Le barrage des routes est une pratique très courante chez nous, elle fait partie intégrante du trafic routier et agit à la manière du feu rouge et des panneaux de signalisation du code de la route. Ces barrages sont installés de jour comme de nuit, on en use quand on veut dégager la voie pour laisser passer les hommes politiques qui, pour veiller à nos intérêts, ont besoin d'aller vite, très vite.
Chantiers en pleine journée
Mais il arrive que l'on bloque la circulation non pas pour donner la priorité à quelqu'un de privilégié, mais pour en priver tout le monde sans distinction aucune. C'est ce qui arrive lorsqu'on barre des routes pour cause de travaux qui, selon la tradition tunisienne, interviennent le jour et non pas la nuit, le moment propice à de tels chantiers, et si on procède de la sorte ce n'est pas parce que ces heures sont payés double, ce choix s'inscrit, plutôt, dans un souci d'équité évident : les heures de travail et celles de repos devraient être les mêmes pour tout le monde, de plus, la nuit c'est fait pour dormir et il n'est pas question de déranger la quiétude des gens à ce moment de récupération.
Les apports de la Révolution
Avec la Révolution, il est apparu d'autres mobiles justifiant la pratique de ce rituel.

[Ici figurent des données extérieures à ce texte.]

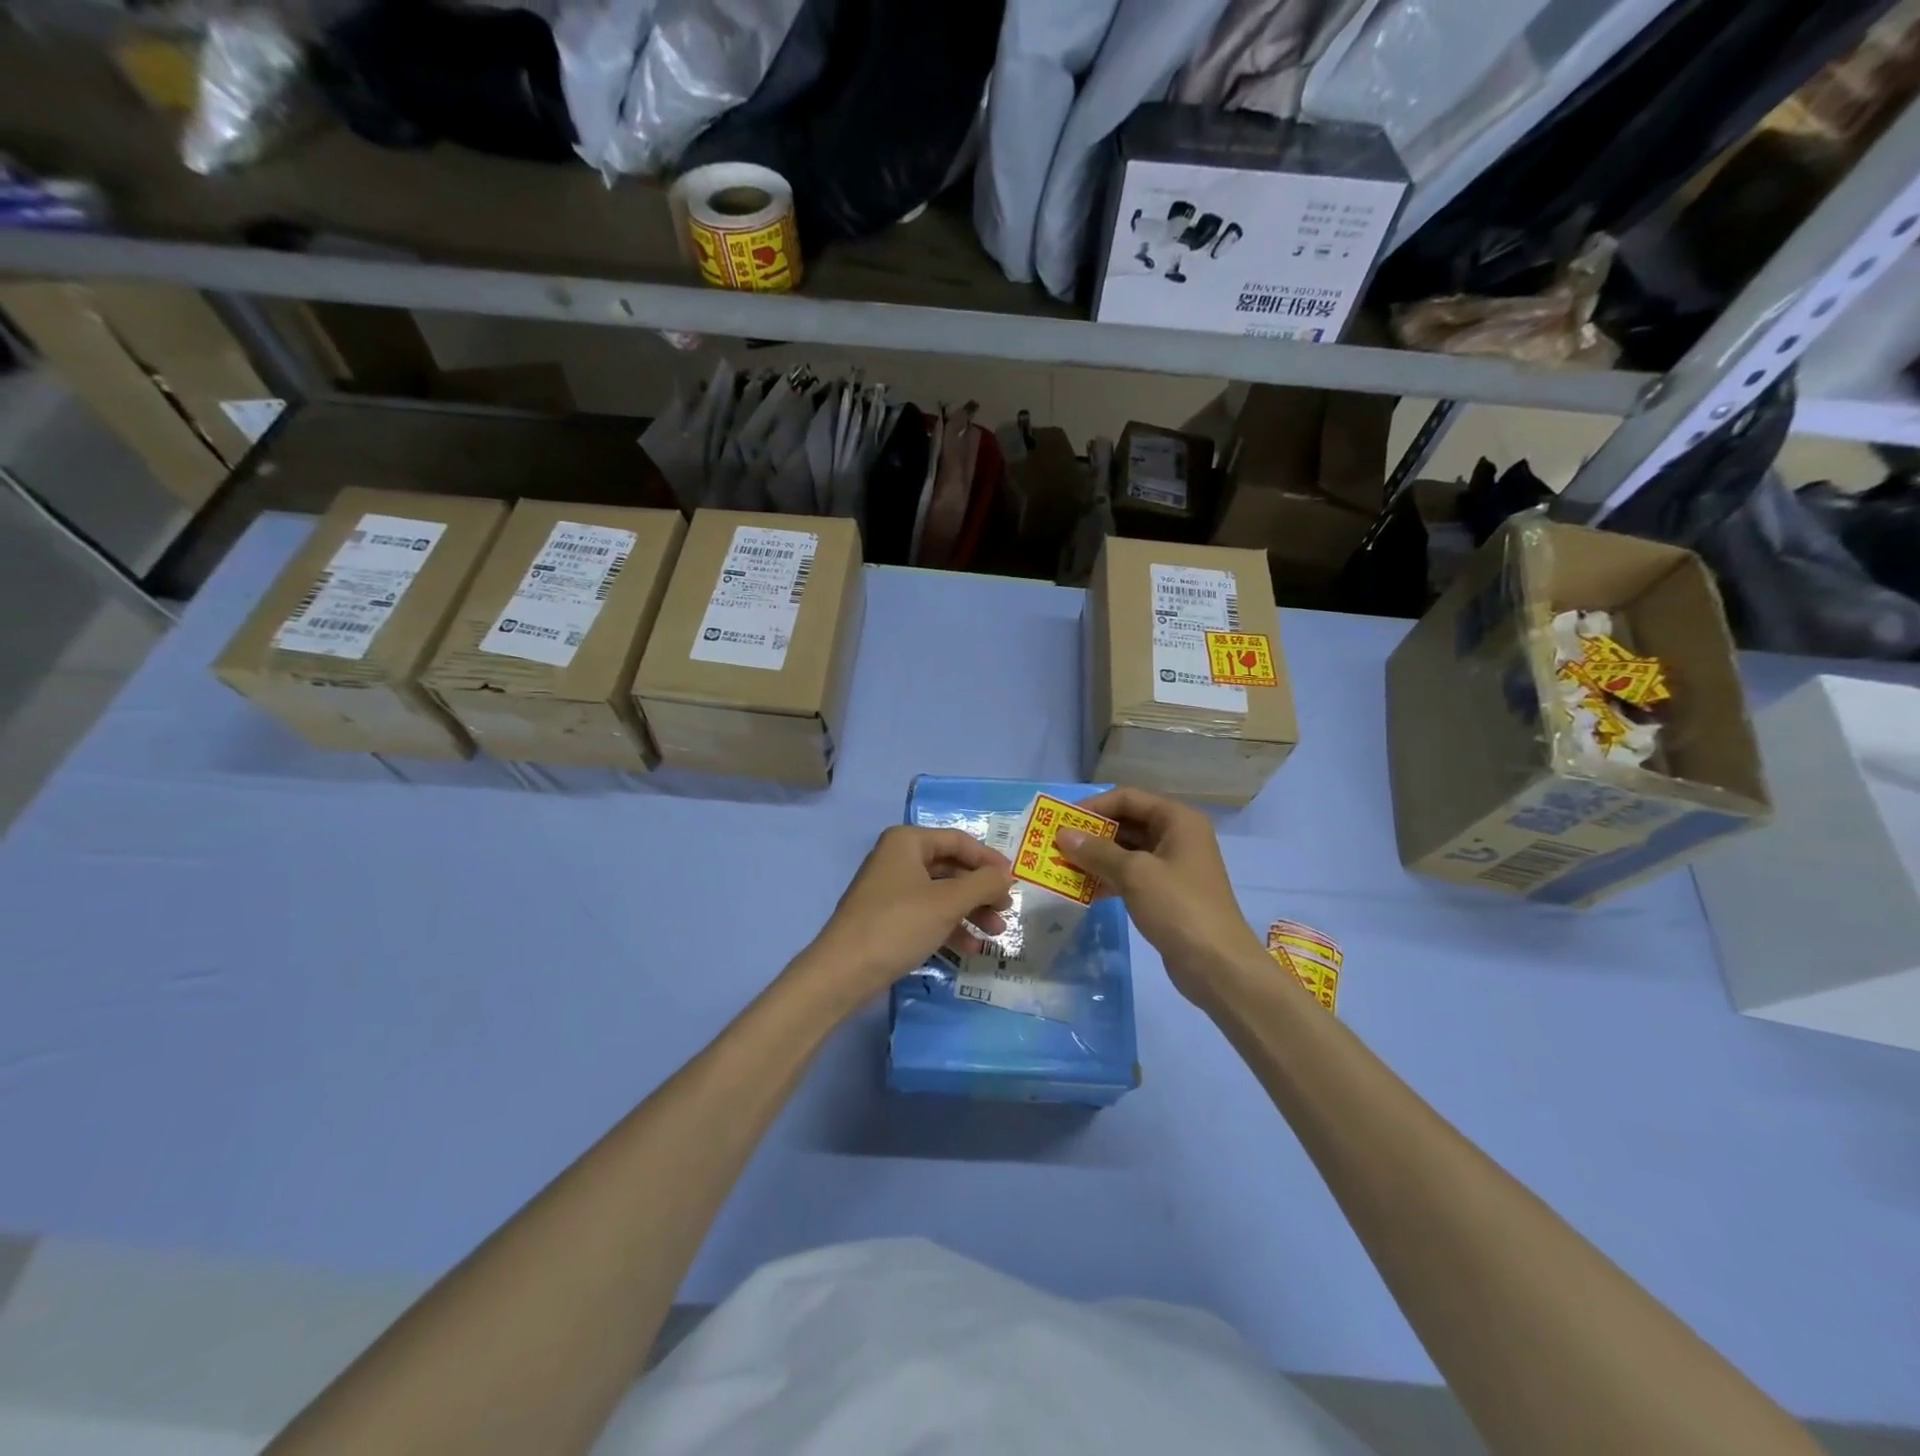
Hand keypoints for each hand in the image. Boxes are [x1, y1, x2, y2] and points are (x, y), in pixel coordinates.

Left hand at [802, 826, 1013, 1003]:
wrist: (844, 972)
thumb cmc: (898, 925)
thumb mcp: (947, 902)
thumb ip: (983, 884)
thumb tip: (1007, 875)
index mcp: (907, 842)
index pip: (958, 841)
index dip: (989, 860)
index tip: (1014, 881)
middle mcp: (898, 859)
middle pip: (951, 868)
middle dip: (981, 890)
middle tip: (1006, 910)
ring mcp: (892, 890)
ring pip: (942, 894)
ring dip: (971, 912)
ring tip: (996, 934)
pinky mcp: (889, 918)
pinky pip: (928, 914)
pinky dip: (950, 927)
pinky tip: (972, 948)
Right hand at [1056, 787, 1261, 1003]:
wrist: (1218, 965)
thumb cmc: (1178, 907)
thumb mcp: (1134, 874)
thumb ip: (1097, 851)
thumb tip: (1063, 835)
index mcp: (1177, 820)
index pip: (1128, 798)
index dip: (1094, 806)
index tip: (1062, 821)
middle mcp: (1177, 836)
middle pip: (1127, 823)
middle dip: (1092, 834)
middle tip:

La nouvelle mode revêt un aspect revendicatif lié à la conjoncture se caractérisant par le mécontentement général provoqué par les problèmes sociaux cruciaux qui s'aggravent de jour en jour. Le barrage de routes devient presque quotidien surtout dans les régions les plus déshéritées où jaillit une flambée de colère après l'improductivité constatée des discours qui se voulaient rassurants. L'autre type de barrage routier enfanté par la Révolution est sécuritaire comme on en voit à la Kasbah où la place est envahie de fils de fer barbelés. Il est vrai que ce type existait bien avant, mais pas de cette façon, il a pris de l'envergure en raison de la conjoncture. On trouve qu'il est exagéré outre mesure quant il s'agit d'en user autour de l'ambassade américaine. Cela réveille nos souvenirs.
Souvenirs poignants
Avant son déménagement et son installation sur son nouveau territoire situé à mi-chemin entre l'Aouina et le Lac 2, elle occupait une partie importante de la capitale de par son immensité et son emplacement, puisqu'elle donnait sur deux grandes avenues, celle de la Liberté et celle de Taïeb M'hiri. Au niveau de la Place Pasteur, l'embouchure de ces grandes artères constitue l'accès principal à la ville de Tunis du côté nord que ce soit pour les automobilistes ou pour les piétons. En dépit de leur indispensabilité pour la circulation, ces avenues étaient barrées systématiquement à chaque fois qu'il y avait une activité sportive à El Menzah, et le public était contraint de passer par l'Avenue Mohammed V même si on habitait à Bab el Khadra, on était obligé de faire le détour qu'on eût été jeunes ou vieux, garçons ou filles.
Déménagement intempestif
Ce calvaire pour les usagers de la route continue et devient encore plus poignant à cause des événements dramatiques du 14 Septembre. Ce ne sont pas seulement les routes renfermant l'ambassade et l'école qui sont fermées à tout trafic, mais aussi celles y attenantes surtout les vendredis où la localité tranquille de l'Aouina connaît des embouteillages et se transforme en centre-ville aux heures de pointe. Les automobilistes venant de Tunis à destination de la Marsa ou de la Goulette se trouvent obligés de faire de grands détours en empruntant des ruelles inconnues pour eux tout en risquant de se fourvoyer et, faute d'indications, se font aider des passants pour retrouver leurs repères. Dans ce remue-ménage, on ne daigne même pas placer des panneaux d'indication, ni des agents de la police de circulation pour montrer le chemin aux chauffeurs et rendre, ainsi, le trafic plus fluide.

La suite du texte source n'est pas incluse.